Ethereum co-founder Vitalik Buterin says a recent experiment that used AI to prototype the protocol’s roadmap out to 2030 in a matter of weeks is instructive — but comes with significant caveats. After a developer produced a reference implementation of the roadmap using AI tools, Buterin called the result an impressive demonstration and noted that AI is dramatically speeding up coding. He urged the community to entertain the possibility that parts of Ethereum’s roadmap could be completed faster and to a higher security standard than previously expected.
The approach, often called “vibe coding,” relies on large models to generate application and protocol code quickly. While model capabilities have jumped in a short time, generated code is not automatically safe: Buterin warned the rapid output “almost certainly has lots of critical bugs” and that some components in the prototype are only stubs where the AI did not produce full implementations.

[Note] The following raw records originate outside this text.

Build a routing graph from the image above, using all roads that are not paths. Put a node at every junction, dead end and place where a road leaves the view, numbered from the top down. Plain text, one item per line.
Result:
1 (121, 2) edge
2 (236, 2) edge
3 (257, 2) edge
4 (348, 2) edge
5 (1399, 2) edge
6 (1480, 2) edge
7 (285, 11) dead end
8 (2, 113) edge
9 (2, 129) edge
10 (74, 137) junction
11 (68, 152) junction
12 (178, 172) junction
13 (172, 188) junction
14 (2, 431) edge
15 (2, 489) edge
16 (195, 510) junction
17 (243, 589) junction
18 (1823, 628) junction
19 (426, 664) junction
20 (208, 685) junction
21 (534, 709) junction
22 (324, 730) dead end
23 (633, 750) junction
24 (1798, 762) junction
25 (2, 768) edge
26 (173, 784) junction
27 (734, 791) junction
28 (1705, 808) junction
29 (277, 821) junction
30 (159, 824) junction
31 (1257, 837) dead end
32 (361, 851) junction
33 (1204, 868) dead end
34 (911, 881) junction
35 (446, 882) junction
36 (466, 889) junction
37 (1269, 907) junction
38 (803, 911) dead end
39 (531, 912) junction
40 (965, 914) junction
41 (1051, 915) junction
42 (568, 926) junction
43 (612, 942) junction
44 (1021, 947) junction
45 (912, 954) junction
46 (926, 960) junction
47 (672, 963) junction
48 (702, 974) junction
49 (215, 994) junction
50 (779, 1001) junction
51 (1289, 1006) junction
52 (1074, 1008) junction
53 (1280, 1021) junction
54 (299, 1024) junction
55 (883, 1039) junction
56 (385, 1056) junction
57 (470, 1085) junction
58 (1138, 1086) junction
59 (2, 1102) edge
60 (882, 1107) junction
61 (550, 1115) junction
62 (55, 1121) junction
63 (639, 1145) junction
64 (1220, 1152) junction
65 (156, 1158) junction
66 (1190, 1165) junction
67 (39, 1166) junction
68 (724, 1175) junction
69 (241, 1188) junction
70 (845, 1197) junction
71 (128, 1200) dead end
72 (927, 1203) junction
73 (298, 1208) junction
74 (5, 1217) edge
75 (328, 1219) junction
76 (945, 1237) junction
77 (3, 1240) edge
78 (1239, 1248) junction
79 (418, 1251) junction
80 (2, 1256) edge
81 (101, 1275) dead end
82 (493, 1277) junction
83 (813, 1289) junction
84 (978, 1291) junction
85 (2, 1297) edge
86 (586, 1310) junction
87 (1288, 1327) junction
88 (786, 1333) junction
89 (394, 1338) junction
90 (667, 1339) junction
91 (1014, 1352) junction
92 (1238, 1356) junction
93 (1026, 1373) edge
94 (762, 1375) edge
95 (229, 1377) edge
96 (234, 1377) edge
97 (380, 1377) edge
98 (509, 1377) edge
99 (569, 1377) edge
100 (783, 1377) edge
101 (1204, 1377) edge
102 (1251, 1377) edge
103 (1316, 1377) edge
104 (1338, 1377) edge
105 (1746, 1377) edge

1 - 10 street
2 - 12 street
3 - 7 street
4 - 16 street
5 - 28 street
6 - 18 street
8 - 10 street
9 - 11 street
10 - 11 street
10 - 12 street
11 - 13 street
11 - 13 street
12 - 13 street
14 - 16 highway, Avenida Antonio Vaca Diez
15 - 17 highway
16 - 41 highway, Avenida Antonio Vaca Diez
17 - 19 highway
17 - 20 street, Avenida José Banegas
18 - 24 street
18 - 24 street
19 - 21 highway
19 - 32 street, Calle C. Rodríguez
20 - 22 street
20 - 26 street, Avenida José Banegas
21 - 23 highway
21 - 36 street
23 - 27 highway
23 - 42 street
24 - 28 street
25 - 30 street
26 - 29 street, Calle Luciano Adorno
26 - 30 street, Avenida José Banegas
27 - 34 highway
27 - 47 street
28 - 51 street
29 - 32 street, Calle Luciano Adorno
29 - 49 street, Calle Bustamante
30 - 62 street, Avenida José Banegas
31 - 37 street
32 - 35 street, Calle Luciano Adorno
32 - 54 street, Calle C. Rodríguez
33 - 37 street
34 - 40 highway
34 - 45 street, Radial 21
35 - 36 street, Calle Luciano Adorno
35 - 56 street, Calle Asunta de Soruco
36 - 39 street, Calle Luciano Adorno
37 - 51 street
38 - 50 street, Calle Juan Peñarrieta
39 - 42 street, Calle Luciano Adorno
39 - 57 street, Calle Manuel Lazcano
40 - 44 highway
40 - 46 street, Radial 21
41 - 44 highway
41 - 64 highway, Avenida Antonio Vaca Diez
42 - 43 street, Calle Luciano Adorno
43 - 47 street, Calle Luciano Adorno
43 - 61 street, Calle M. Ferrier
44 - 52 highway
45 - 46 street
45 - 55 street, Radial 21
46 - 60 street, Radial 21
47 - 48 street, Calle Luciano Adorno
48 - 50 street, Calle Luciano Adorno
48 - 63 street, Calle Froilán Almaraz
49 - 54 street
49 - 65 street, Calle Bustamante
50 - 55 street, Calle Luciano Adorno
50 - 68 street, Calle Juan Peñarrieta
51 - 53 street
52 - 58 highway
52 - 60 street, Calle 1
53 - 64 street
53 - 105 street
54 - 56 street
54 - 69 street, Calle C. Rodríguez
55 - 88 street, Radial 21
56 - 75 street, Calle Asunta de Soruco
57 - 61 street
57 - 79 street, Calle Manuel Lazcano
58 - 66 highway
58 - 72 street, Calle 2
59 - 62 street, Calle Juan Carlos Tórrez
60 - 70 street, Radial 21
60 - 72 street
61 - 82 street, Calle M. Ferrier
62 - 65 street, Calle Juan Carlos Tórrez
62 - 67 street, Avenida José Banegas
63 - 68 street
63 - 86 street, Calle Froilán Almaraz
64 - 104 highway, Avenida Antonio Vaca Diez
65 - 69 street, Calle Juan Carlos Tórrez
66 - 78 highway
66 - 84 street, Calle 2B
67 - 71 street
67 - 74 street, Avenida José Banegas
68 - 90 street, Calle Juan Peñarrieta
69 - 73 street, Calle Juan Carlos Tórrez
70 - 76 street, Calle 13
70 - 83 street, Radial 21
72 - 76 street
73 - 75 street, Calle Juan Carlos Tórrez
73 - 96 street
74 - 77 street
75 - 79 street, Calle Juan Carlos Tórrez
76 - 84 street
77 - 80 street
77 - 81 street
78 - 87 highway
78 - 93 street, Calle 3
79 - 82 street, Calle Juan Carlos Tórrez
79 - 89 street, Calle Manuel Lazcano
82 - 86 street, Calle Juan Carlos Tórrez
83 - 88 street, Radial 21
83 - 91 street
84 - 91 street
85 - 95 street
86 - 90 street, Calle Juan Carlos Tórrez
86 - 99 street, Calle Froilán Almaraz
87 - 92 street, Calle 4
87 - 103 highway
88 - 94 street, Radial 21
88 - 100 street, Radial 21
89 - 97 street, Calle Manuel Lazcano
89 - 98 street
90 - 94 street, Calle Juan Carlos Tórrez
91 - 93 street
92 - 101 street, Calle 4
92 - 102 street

He emphasized that the current ability to produce such artifacts is far beyond what was possible six months ago, so the trend deserves close attention.
Given these limits, Buterin recommended a deliberate trade-off between speed and security when applying AI to core infrastructure. Rather than simply using AI to accelerate delivery, he suggested splitting the gains: take half the benefit as faster development and invest the other half into improving security. Concretely, that means generating far more test cases, applying formal verification where feasible, and producing multiple independent implementations to cross-check behavior.
Buterin said he’s excited by the prospect that truly bug-free code — once considered utopian for complex systems — might become achievable and expected in a new development environment augmented by AI. Still, he urged caution: accelerated prototyping is valuable only if paired with rigorous verification and review.
This conversation comes as the Ethereum Foundation released its “Strawmap,” a plan for upgrades over the next four years. Buterin has also proposed making Ethereum more quantum-resistant and expects account abstraction (smart accounts) to roll out within about a year. The AI-driven prototyping experiment highlights a dual reality: AI can meaningfully speed up protocol development, but adoption will require strong engineering practices, testing, and independent implementations to ensure security as the ecosystem moves faster.